1/2 English cucumber, peeled and roughly chopped
1/2 small raw beet, peeled and roughly chopped
1 apple, cored & roughly chopped
1 Fresh Grapefruit juice, to taste (suggested: 6 tbsp fresh grapefruit juice) or other citrus to taste

In a high-speed blender, add the cucumber and blend on low speed to break it up. Now add the beet and apple. Blend, starting on a lower speed, and gradually increase the speed. If needed, add a bit of water. Blend on highest speed for 1 to 2 minutes. Add in citrus juice to taste and about 4 ice cubes. Blend again until smooth. Serve immediately. (Adapted from

Tart Tropical Spin: support your gut health

“This beverage includes kefir, a cultured dairy product packed with probiotic bacteria that keeps our digestive tract happy and healthy,” says Palmeri. “Research from the American Psychological Association reports that 95% of the body’s serotonin levels are produced by gut bacteria, which can influence mood, cognition.  Feeding the microbiome with kefir’s magnesium and calcium supports the nervous system, while its rich B vitamin content is linked to brain function.  Preliminary studies in animal models are also quite promising, as kefir may play a role in cholesterol metabolism, tumor suppression, increased speed of wound healing, and immunity.”

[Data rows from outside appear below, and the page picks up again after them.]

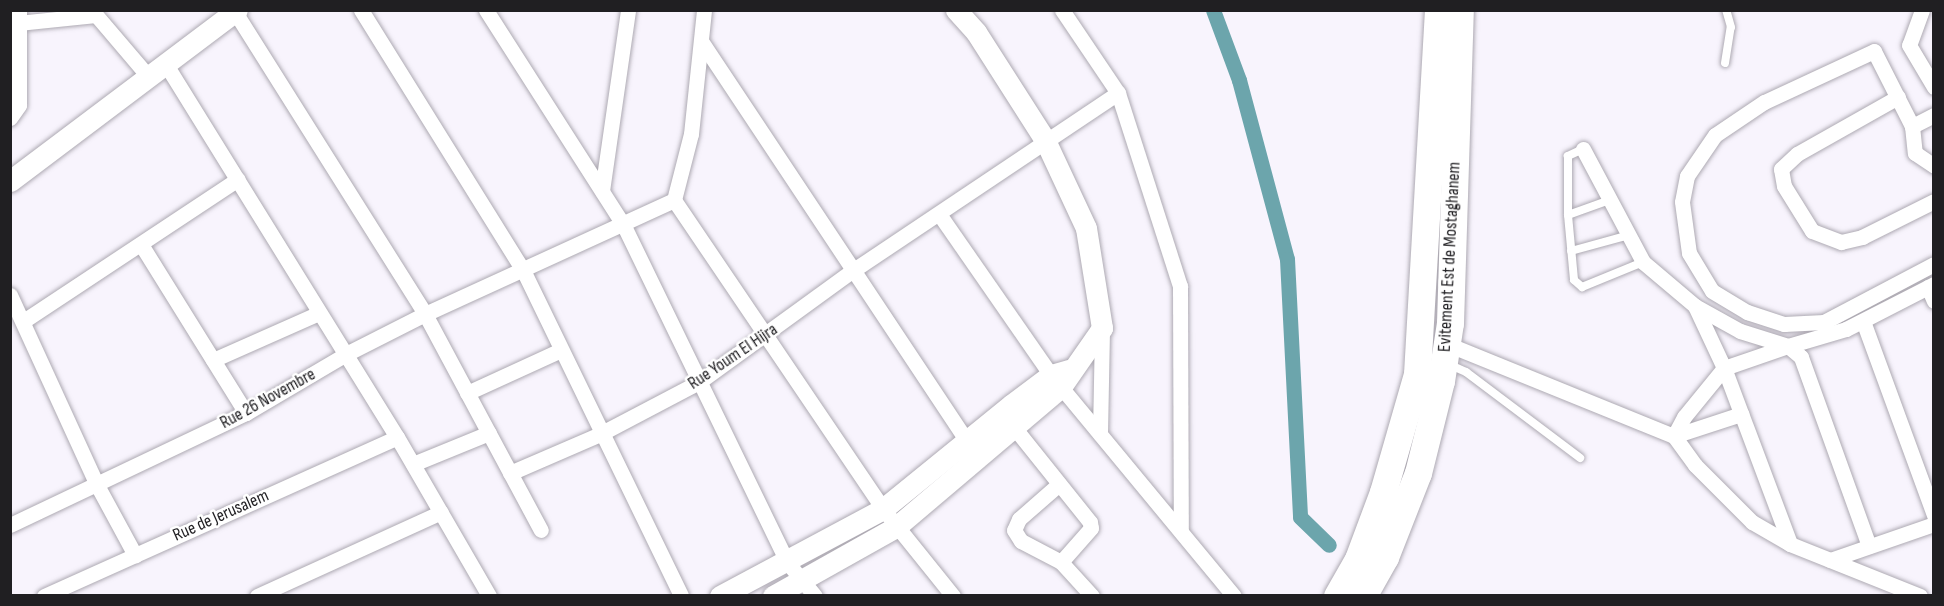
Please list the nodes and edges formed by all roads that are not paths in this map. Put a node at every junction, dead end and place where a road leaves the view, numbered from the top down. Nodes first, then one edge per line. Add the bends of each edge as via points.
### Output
1 (361, 10) edge
2 (486, 10) edge
3 (628, 10) edge
4 (704, 10) edge
5 (956, 10) edge
6 (1062, 10) edge
7 (1460, 10) edge
8 (1726, 10) edge
9 (1922, 10) edge
10 (236, 11) edge
11 (19, 17) edge
12 (1435, 18) edge
13 (701, 41) junction
14 (165, 63) junction
15 (1725, 63) dead end
16 (148, 76) junction
17 (1934, 87) edge
18 (1118, 93) junction
19 (1898, 97) junction
20 (1934, 115) edge
21 (10, 118) edge
22 (1912, 126) junction
23 (1045, 140) junction
24 (1583, 148) joint
25 (1934, 166) edge
26 (238, 179) junction
27 (10, 181) edge
28 (602, 191) junction
29 (674, 200) junction
30 (1610, 201) junction
31 (1934, 201) edge
32 (939, 214) junction
33 (1568, 215) junction
34 (624, 226) junction
35 (1629, 235) junction
36 (142, 246) junction
37 (1572, 251) junction
38 (1643, 262) junction
39 (1934, 264) edge
40 (523, 270) junction
41 (852, 271) junction
42 (1932, 291) edge
43 (10, 295) edge
44 (1695, 306) junction
45 (319, 313) junction
46 (425, 314) junction
47 (25, 320) junction
48 (1863, 321) junction
49 (1102, 328) junction
50 (765, 338) junction
51 (1788, 346) junction
52 (561, 350) junction
53 (346, 354) junction
54 (1473, 355) junction
55 (213, 360) junction
56 (1452, 360) junction
57 (1725, 368) junction
58 (1060, 378) junction
59 (699, 382) junction
60 (467, 393) junction
61 (246, 413) junction
62 (1742, 414) junction
63 (1013, 426) junction
64 (489, 433) junction
65 (600, 434) junction
66 (1101, 434) junction
67 (1674, 435) junction
68 (397, 436) junction
69 (971, 449) junction
70 (1580, 458) dead end
71 (413, 465) junction
72 (510, 473) junction
73 (1059, 484) junction
74 (97, 485) junction
75 (883, 509) junction
76 (441, 512) junction
77 (1934, 515) edge
78 (1934, 524) edge
79 (10, 525) edge
80 (896, 527) junction
81 (541, 530) dead end
82 (1181, 530) junction
83 (1790, 544) junction
84 (1869, 546) junction
85 (135, 555) junction
86 (1830, 560) junction
87 (787, 562) junction
88 (1061, 562) junction
89 (808, 588) edge
90 (44, 596) edge
91 (256, 596) edge
92 (489, 596) edge
93 (681, 596) edge
94 (720, 596) edge
95 (773, 596) edge
96 (953, 596) edge
97 (1092, 596) edge
98 (1234, 596) edge
99 (1337, 596) edge
100 (1363, 596) edge
101 (1920, 596) edge

1 - 40 street
2 - 28 street
3 - 28 street
4 - 13 street
5 - 23 street via 976,32
6 - 18 street
7 - 56 highway, Evitement Est de Mostaghanem
8 - 15 lane via 1731,27
9 - 17 street via 1909,45
10 - 14 street
10 - 46 street
11 - 16 street via 96,15
11 - 21 street via 19,105
12 - 99 highway, Evitement Est de Mostaghanem via 1417,374 1383,492 1358,559
13 - 29 street via 692,134
13 - 41 street
14 - 16 street
14 - 26 street
16 - 27 street
18 - 23 street, Rue Youm El Hijra
18 - 82 street via 1180,286
19 - 22 street
19 - 31 street via 1797,154 1781,169 1784,186 1812,231 1841,242 1862,237
19 - 39 street via 1874,51 1764,102 1715,135 1687,176 1682,202 1689,253 1712,291 1747,312 1784,324 1824,322
20 - 22 street
22 - 25 street via 1915,153
23 - 32 street, Rue Youm El Hijra
23 - 49 street via 1086,228
24 - 30 street
24 - 33 lane via 1568,156
26 - 36 street
26 - 45 street
28 - 34 street
29 - 34 street, Rue 26 Novembre
29 - 50 street
30 - 33 lane
30 - 35 street
32 - 41 street, Rue Youm El Hijra
32 - 58 street
33 - 37 lane
34 - 40 street, Rue 26 Novembre
34 - 59 street
35 - 37 lane
35 - 38 street
36 - 47 street
36 - 55 street
37 - 38 lane via 1574,280 1582,287
38 - 44 street
40 - 46 street, Rue 26 Novembre
40 - 52 street
41 - 50 street, Rue Youm El Hijra
41 - 69 street
42 - 48 street
43 - 47 street
44 - 51 street via 1740,330
44 - 57 street
45 - 53 street
45 - 55 street
46 - 53 street, Rue 26 Novembre
46 - 60 street
47 - 74 street
48 - 51 street
48 - 77 street
49 - 58 street
49 - 66 street
50 - 59 street, Rue Youm El Hijra
50 - 75 street
51 - 57 street
51 - 84 street via 1801,357
52 - 60 street
52 - 65 street
53 - 61 street, Rue 26 Novembre
53 - 68 street
54 - 56 street
54 - 56 lane
54 - 67 street
55 - 61 street
56 - 70 lane
56 - 100 highway, Evitement Est de Mostaghanem via 1418,473 1385,557
57 - 62 street
57 - 67 street
58 - 63 street
58 - 66 street
58 - 69 street
59 - 65 street, Rue Youm El Hijra
59 - 87 street
60 - 64 street
61 - 74 street, Rue 26 Novembre
62 - 67 street
62 - 83 street
63 - 69 street
63 - 73 street
64 - 71 street
64 - 72 street
65 - 72 street, Rue Youm El Hijra
65 - 93 street
66 - 82 street
67 - 83 street via 1695,465 1752,522
68 - 71 street
68 - 85 street, Rue de Jerusalem
69 - 75 street
69 - 80 street
71 - 76 street
72 - 81 street
73 - 88 street via 1091,528
73 - 88 street via 1019,519 1014,530 1021,542
74 - 79 street, Rue 26 Novembre
74 - 85 street
75 - 80 street
75 - 87 street
76 - 91 street
76 - 92 street
78 - 84 street
80 - 89 street
80 - 96 street
82 - 98 street
83 - 86 street
84 - 86 street
85 - 90 street, Rue de Jerusalem
86 - 101 street
87 - 89 street
87 - 94 street
88 - 97 street
89 - 95 street

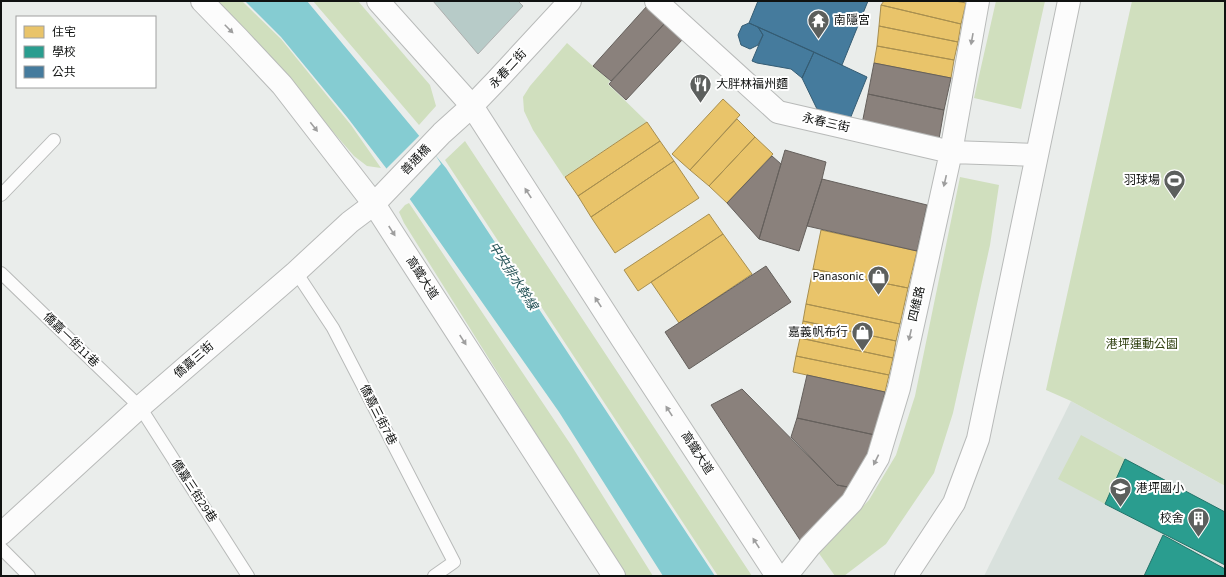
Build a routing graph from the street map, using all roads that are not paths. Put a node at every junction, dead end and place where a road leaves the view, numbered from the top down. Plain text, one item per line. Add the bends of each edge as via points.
1 (202, 1) edge
2 (378, 1) edge
3 (570, 1) edge
4 (656, 1) edge
5 (978, 1) edge
6 (1069, 1) edge
7 (472, 106) junction
8 (442, 133) joint
9 (54, 140) dead end
10 (951, 152) junction
11 (1036, 155) junction
12 (389, 188) joint
13 (1, 195) edge
14 (374, 204) junction
15 (296, 272) junction
16 (1, 273) edge
17 (140, 407) junction
18 (1, 534) edge
19 (1, 548) edge
20 (29, 576) edge
21 (248, 576) edge
22 (434, 576) edge
23 (614, 576) edge
24 (777, 576) edge
25 (786, 576) edge
26 (906, 576) edge

1 -> 14 street, 高鐵大道 via 282,86
2 - 7 street, 高鐵大道
3 - 7 street, 永春二街
4 - 10 street, 永春三街 via 778,112
5 -> 10 street, 四維路
6 - 11 street
7 - 8 street, 永春二街
24 -> 7 street, 高鐵大道
8 - 12 street, 善通橋
9 - 13 lane
10 - 11 street, 永春三街
10 -> 25 street, 四維路 via 899,388 878,458 852,502 810,546
11 - 26 street via 978,439 954,503
12 - 14 street, 僑嘉三街
14 - 15 street, 僑嘉三街 via 350,222
14 -> 23 street, 高鐵大道
15 - 17 street, 僑嘉三街
15 - 22 lane, 僑嘉三街7巷 via 333,328 454,562
16 - 17 lane, 僑嘉一街11巷
17 - 18 street, 僑嘉三街
17 - 21 lane, 僑嘉三街29巷
19 - 20 lane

1 cup frozen chopped mango
1/2 cup frozen sliced strawberries
2 tbsp chia seeds, hemp seeds or ground flax seeds
1 to 2 cups kefir (fermented milk drink)
1 1/2 tsp liquid honey or 2 tsp of maple syrup
1 tsp vanilla extract

Using frozen mango and strawberries creates a thick smoothie. For a thinner smoothie, use fresh mango and frozen strawberries. In a blender, combine mango, strawberries, chia, hemp or flax seeds, kefir, honey and vanilla. Purée until smooth. Pour into chilled glasses and serve immediately. (Adapted from

Green Goodness: boost and protect brain function

“Leafy green vegetables are nutrient dense and lead the charge in the foods supporting the treatment and prevention of depression and mood disorders,” says Vandana Gujadhur, a registered dietitian at Medcan. “This recipe includes both kale and lentils and optional dried fruit for sweetness. Feeding the microbiome with plants has also been linked to improved brain function.”

1 cup chopped kale, spines removed
2-4 pitted dates (as per sweetness preference)
1 medium banana, peeled
1 apple, cored and chopped
1/2 cup crushed ice
1 cup fortified milk substitute such as soy beverage
1/2 cup cooked split red lentils
2 tbsp lemon juice

Blend all ingredients until smooth. Refrigerate or enjoy immediately. (Adapted from the Dietitians of Canada.)